TASK INSTRUCTIONS » List, from the lines below, each one with "dead" in it.

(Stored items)
________

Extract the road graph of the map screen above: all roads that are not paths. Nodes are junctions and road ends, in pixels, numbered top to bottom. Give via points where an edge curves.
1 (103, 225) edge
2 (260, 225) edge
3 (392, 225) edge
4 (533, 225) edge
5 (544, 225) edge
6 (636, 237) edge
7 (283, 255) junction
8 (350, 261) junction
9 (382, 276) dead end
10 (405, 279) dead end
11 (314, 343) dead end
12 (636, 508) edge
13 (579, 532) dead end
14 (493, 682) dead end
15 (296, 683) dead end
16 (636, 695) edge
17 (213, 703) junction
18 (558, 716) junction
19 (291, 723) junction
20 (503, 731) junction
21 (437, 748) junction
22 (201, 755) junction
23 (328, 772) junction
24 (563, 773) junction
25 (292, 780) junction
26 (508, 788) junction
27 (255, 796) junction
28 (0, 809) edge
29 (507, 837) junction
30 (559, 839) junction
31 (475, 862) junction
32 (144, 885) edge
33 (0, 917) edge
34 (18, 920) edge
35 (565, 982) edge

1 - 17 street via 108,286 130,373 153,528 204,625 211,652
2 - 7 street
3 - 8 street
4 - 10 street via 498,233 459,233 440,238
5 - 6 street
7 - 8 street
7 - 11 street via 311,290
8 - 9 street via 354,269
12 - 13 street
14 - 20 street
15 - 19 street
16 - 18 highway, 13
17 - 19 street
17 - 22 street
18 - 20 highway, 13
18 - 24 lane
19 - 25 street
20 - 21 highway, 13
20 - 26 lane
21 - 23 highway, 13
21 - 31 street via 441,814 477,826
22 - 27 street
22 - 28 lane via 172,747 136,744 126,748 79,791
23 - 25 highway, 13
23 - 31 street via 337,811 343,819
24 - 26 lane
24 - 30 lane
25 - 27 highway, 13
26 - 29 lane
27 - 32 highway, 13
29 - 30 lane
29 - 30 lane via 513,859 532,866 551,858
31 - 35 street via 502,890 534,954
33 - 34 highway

________

TASK SOLUTION »
9 (382, 276) dead end
10 (405, 279) dead end
11 (314, 343) dead end
13 (579, 532) dead end
14 (493, 682) dead end
15 (296, 683) dead end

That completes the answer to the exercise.